Marine researchers have discovered a large, independent coral reef in the Great Barrier Reef for the first time in 120 years. The rock is more than 500 meters high – thus taller than the Empire State Building in New York.
This was announced by the Schmidt Ocean Institute Foundation on Monday. Thus, there is a “plate-like” vertical coral reef 130 km from Cape York, the northeastern tip of Australia. It is 1.5 km wide at its base and 40 m below its surface at sea level.
The newly discovered rock contains an “incredible number” of sponges, marine fans and soft corals, indicating that the area is rich in nutrients. According to the researchers, camera footage shows that many reef fish live here, including small reef fish and silver reed and gray reef sharks.

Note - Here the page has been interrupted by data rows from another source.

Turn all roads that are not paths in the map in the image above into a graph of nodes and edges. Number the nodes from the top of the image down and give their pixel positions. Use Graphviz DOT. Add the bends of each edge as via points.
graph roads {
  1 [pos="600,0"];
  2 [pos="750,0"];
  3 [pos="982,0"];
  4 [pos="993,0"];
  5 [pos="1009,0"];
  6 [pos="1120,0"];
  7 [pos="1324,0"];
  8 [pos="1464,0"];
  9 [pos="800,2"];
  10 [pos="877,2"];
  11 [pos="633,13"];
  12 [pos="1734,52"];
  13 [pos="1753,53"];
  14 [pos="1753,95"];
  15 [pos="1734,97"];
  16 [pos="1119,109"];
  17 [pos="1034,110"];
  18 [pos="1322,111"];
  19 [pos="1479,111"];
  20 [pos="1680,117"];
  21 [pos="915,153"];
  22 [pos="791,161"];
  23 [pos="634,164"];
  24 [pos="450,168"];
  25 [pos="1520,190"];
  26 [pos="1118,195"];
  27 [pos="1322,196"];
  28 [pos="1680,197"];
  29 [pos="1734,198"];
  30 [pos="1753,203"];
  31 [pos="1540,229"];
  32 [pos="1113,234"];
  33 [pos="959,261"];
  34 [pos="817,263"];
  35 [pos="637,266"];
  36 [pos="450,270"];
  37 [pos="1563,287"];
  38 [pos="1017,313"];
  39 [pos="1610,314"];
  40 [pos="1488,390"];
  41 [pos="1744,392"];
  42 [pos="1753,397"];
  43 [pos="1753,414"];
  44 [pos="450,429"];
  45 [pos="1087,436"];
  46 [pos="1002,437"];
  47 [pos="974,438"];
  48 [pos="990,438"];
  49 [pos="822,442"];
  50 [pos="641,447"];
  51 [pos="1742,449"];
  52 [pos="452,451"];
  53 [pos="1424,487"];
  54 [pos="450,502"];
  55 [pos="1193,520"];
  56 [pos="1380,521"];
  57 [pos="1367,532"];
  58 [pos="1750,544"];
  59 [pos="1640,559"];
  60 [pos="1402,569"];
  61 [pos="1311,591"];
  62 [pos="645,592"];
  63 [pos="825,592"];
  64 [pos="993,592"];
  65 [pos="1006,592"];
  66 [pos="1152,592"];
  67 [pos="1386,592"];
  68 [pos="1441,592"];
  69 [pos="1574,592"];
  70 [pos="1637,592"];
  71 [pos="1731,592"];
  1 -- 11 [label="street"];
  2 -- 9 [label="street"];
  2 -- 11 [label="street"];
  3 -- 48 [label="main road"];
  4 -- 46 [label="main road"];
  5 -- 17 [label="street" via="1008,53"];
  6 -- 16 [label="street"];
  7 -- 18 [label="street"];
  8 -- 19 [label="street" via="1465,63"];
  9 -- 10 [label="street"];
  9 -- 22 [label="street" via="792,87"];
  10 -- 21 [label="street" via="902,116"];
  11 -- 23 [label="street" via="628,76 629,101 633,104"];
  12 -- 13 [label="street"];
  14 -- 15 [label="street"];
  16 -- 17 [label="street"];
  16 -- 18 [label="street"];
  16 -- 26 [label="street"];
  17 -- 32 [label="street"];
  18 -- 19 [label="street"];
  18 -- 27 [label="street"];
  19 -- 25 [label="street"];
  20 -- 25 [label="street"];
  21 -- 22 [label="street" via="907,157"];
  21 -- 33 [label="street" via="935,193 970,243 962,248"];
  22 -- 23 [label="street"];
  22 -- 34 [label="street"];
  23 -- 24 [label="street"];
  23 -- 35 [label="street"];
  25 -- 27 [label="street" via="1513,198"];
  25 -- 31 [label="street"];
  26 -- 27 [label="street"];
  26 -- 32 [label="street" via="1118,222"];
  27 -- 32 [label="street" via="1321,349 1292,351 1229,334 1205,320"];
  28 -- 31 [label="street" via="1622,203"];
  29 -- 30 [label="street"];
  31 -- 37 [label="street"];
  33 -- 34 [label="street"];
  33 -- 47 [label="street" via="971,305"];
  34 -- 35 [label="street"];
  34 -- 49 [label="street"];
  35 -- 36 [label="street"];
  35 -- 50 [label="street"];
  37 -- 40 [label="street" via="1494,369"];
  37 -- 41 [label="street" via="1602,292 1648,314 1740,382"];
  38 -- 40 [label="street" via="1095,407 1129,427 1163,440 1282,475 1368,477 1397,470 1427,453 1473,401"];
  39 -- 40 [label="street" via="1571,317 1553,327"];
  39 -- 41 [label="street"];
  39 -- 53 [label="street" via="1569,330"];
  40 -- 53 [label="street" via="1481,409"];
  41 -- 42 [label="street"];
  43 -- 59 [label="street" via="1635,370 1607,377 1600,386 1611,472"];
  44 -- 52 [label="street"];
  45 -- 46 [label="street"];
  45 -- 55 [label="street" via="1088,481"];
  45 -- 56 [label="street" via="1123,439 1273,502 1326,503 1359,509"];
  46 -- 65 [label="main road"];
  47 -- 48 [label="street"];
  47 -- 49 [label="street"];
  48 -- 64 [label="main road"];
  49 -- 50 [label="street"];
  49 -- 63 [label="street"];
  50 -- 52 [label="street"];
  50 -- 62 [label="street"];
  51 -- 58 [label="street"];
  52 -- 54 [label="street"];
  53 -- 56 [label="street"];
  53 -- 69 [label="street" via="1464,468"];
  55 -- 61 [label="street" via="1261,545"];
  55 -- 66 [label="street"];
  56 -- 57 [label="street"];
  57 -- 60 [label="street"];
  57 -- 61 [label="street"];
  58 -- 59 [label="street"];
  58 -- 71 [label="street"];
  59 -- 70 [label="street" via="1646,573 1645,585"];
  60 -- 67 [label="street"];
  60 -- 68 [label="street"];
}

“We know more about the surface of the moon than we do about the ocean.”
Wendy Schmidt, co-founder of the Schmidt Ocean Company
According to the foundation, seven independent corals from the late 18th century were previously discovered and measured.
“This unexpected discovery confirms the continued discovery of unknown structures and new creatures in our oceans,” said Wendy Schmidt, co-founder of the Schmidt Ocean Company. “We know more about the surface of the moon than we do about the ocean. Thanks to new technologies that work with our eyes, ears and hands in the depths of the ocean, we have the ability to explore as before. “
The Great Barrier Reef is the largest rock in the world and covers an area of more than 344,000 square kilometers – larger than Italy. This is especially at risk from climate change: the United Nations has warned in the past that if global temperatures rise by 1.5 degrees, 90 percent of all corals in the world could die.